Adding fuel to the fire of the situation in France was the response of the police union, which issued a communique that left-wing leaders have described as an appeal for civil war. Threats against the government by the police are an alarming demonstration of how deeply riven society has become, and calls into question the institutional capacity of the West to deal with social troubles of this kind.
My colleague Michael Every has written extensively on the tensions between liberal globalism and illiberal nationalism in ‘Age of Rage’ (2019) and elsewhere. This contest of ideas is playing out all over the world. Trump-Biden, Brexit-Remain, Bolsonaro-Lula or even the recent Greek elections. People are unhappy, polarization is ubiquitous, and it’s starting to show even in trivial ways that may have once been unthinkable. Turchin points out that throughout history wise leaders confronted with these social problems choose reform from above, in preference to being confronted with revolution from below. This was the case in Tsarist Russia when Alexander II emancipated the serfs, and in doing so delayed revolutionary fervour for 60 years.

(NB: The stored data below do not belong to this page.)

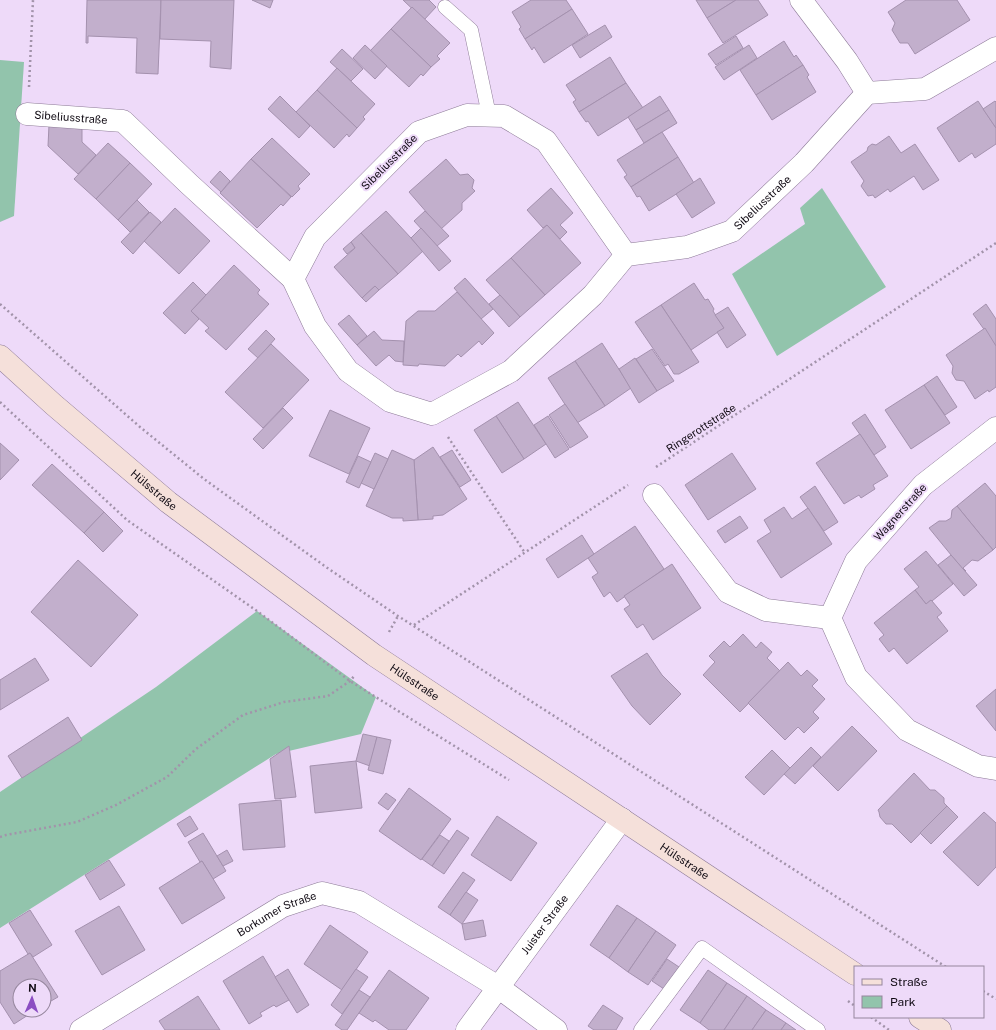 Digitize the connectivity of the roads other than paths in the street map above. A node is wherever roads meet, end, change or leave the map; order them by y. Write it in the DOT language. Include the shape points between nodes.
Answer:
graph roads {
  1 [pos="801,0"];
  2 [pos="445,7"];
  3 [pos="996,48"];
  4 [pos="867,93"];
  5 [pos="27,114"];
  6 [pos="489,116"];
  7 [pos="626,255"];
  8 [pos="293,279"];
  9 [pos="0,356"];
  10 [pos="996,428"];
  11 [pos="654,495"];
  12 [pos="830,618"];
  13 [pos="996,769"];
  14 [pos="622,819"];
  15 [pos="854,973"];
  16 [pos="498,988"];
  17 [pos="922,1018"];
  18 [pos="81,1030"];
  19 [pos="467,1030"];
  20 [pos="556,1030"];
  21 [pos="641,1030"];
  22 [pos="818,1030"];
  23 [pos="940,1030"];
  1 -- 4 [label="street" via="847,61"];
  2 -- 6 [label="lane" via="471,30"];
  3 -- 4 [label="street" via="924,89"];
  4 -- 7 [label="street, Sibeliusstraße" via="804,163 732,231 687,247"];
  5 -- 8 [label="street, Sibeliusstraße" via="123,121"];
  6 -- 7 [label="street, Sibeliusstraße" via="504,116 546,141"];
  6 -- 8 [label="street, Sibeliusstraße" via="467,115 419,132 315,237"];
  7 -- 8 [label="street, Sibeliusstraße" via="593,295 511,371 432,414 390,401 348,371 315,326"];
  9 -- 14 [label="street, Hülsstraße" via="168,502 278,584 374,655"];
  10 -- 12 [label="street, Wagnerstraße" via="923,486 856,561"];
  11 -- 12 [label="street" via="728,592 766,610"];
  12 -- 13 [label="street" via="856,677 907,730 978,766"];
  14 -- 15 [label="street, Hülsstraße"];
  14 -- 16 [label="street, Juister Straße"];
  16 -- 18 [label="street, Borkumer Straße" via="359,902 322,893 283,906"];
  16 -- 19 [label="street, Juister Straße"];
  16 -- 20 [label="street, Borkumer Straße"];
  17 -- 23 [label="street"];
  21 -- 22 [label="lane" via="702,948"];
} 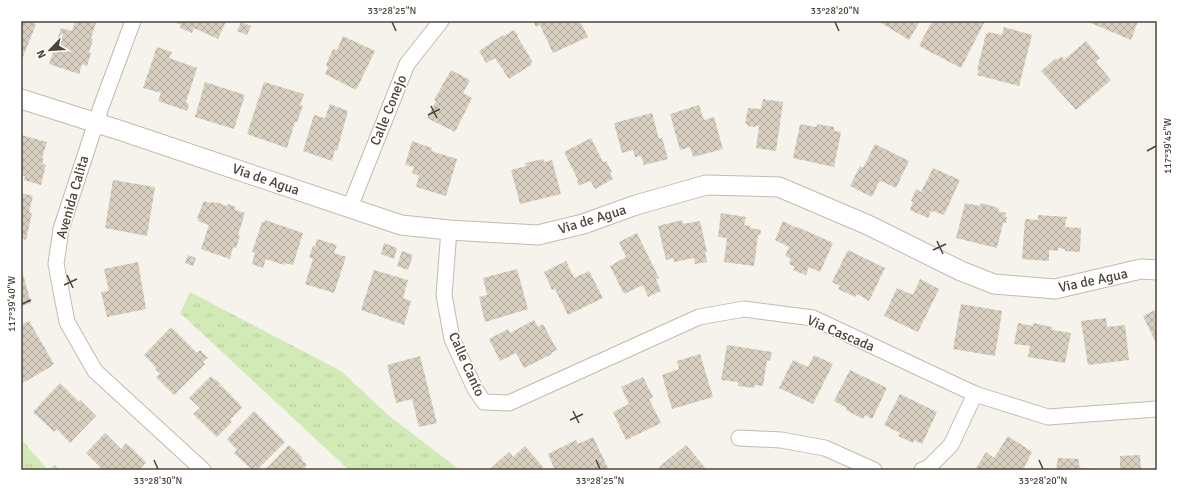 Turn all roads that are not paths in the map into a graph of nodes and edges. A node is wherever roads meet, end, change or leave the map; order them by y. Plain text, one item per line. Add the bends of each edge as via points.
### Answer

But tensions are building in Russia also. Vladimir Putin’s grip on power looks decidedly less firm than it did a fortnight ago, even as recriminations begin and suspected Wagner collaborators are rounded-up. Putin’s strategy is an unambiguous appeal to illiberal nationalism, but can that approach survive economic calamity, internal challenge and a stalling war against a country that has largely rejected the nationalist view of a unified state for ethnic Russians? And what about the rest of the developing world where a dollar liquidity squeeze and other geopolitical tensions threaten stability?
There seems to be no prospect of any of these tensions abating in the near term. I predict more riots.